Thursday, September 29, 2005

I've always loved the smell of ammonia!

When I was a teen, my dad, a phenomenal cook and baker, had me help him more than a few times prep squids for fried (or baked) calamari. In this way, I grew to have a special affinity for the little tentacled carnivores. (I mean, you try severing someone's tentacles, ripping out his beak and entrails, flaying, washing, frying and then eating him without getting a little attached! I'm only human.) Years ago I read Peter "Jaws" Benchley's _Beast_, about ye olde giant squid, and had a blast. (As Fakespeare once said, to flay and love a baby squid is but to love and hope to flay a giant one. Ah, how true.) The fact that ye olde giant squid has never been caught "live" -- but almost always found washed up, dead or dying, reeking of ammonia -- made it that much more intriguing for me. Job's modern leviathan?

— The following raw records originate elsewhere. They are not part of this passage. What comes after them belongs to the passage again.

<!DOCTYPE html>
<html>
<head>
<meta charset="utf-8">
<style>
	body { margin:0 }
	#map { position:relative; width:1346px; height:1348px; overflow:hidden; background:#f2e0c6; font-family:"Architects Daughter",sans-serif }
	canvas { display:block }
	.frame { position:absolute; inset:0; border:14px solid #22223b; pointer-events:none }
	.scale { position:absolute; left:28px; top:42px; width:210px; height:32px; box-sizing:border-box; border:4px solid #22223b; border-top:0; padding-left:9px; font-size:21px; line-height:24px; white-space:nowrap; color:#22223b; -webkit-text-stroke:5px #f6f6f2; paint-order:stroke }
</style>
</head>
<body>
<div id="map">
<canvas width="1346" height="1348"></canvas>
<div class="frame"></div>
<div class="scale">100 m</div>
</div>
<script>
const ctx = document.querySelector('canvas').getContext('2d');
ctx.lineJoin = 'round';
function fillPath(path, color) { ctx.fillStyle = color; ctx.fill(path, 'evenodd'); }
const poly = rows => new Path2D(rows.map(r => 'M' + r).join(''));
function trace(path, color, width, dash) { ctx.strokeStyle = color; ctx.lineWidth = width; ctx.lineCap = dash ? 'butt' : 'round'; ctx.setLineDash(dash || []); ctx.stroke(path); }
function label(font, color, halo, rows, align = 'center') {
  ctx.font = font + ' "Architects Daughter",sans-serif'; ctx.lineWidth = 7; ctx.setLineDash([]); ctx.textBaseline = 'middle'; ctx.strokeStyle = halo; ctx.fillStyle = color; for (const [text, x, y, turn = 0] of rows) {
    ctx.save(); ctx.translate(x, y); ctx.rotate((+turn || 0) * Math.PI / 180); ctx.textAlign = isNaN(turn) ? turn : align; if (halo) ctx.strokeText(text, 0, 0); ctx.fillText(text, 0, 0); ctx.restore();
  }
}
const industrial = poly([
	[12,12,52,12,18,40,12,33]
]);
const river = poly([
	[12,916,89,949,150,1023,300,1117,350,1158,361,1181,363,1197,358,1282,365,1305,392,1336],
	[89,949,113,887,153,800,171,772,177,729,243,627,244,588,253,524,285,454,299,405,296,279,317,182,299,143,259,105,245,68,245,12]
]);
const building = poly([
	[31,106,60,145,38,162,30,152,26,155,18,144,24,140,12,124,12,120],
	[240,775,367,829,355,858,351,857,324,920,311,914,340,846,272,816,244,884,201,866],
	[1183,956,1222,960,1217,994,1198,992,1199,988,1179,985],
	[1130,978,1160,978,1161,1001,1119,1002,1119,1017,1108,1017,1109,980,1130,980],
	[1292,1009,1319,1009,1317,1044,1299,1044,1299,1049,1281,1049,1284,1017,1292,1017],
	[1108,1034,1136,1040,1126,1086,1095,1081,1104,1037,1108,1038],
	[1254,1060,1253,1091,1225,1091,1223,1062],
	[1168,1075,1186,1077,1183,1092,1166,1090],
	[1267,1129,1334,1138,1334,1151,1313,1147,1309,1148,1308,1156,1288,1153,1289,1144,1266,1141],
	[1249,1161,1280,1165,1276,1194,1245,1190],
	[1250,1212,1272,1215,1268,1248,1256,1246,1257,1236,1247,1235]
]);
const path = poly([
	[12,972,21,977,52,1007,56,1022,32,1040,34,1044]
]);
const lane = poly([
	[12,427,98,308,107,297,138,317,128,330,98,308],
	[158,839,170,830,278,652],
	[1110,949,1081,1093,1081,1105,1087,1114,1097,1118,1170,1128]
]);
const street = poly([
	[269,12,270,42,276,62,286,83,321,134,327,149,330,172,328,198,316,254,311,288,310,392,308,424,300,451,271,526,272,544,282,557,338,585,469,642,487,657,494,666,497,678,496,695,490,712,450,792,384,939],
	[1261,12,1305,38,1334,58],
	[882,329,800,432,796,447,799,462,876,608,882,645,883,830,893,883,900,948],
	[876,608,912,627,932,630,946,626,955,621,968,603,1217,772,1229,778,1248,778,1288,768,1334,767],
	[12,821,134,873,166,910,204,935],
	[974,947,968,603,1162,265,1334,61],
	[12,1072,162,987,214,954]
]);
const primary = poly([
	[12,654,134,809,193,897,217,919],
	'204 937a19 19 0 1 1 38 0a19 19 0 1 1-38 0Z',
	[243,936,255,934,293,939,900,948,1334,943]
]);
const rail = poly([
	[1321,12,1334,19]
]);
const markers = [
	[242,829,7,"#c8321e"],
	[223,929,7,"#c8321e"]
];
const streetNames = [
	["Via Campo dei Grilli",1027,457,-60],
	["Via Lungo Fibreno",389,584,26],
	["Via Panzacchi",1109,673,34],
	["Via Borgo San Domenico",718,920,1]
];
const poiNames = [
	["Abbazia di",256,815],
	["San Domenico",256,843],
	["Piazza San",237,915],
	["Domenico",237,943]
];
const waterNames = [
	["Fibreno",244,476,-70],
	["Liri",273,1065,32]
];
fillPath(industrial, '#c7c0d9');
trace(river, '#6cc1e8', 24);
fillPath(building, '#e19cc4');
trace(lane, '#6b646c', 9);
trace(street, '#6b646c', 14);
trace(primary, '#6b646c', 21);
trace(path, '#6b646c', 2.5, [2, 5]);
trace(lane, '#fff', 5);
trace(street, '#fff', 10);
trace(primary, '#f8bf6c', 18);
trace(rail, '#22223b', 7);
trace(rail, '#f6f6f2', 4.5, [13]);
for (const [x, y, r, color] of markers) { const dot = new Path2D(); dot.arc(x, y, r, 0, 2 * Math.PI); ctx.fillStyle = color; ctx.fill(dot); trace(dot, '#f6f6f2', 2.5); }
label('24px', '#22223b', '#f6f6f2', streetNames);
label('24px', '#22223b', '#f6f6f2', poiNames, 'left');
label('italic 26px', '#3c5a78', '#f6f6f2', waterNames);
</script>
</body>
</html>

Anyway, all that's changed, as some Japanese scientists have finally done it: they have "captured" ye olde giant squid (Architeuthis) -- albeit only on camera.

TOKYO - When a nearly 20-foot long tentacle was hauled aboard his research ship, Tsunemi Kubodera knew he had something big. Then it began sucking on his hands. But what came next excited him most — hundreds of photos of a purplish-red sea monster doing battle 3,000 feet deep.

It was a rare giant squid, a creature that until then had eluded observation in the wild.

Kubodera’s team captured photos of the 26-foot-long beast attacking its bait, then struggling for more than four hours to get free. The squid pulled so hard on the line baited with shrimp that it severed one of its own tentacles.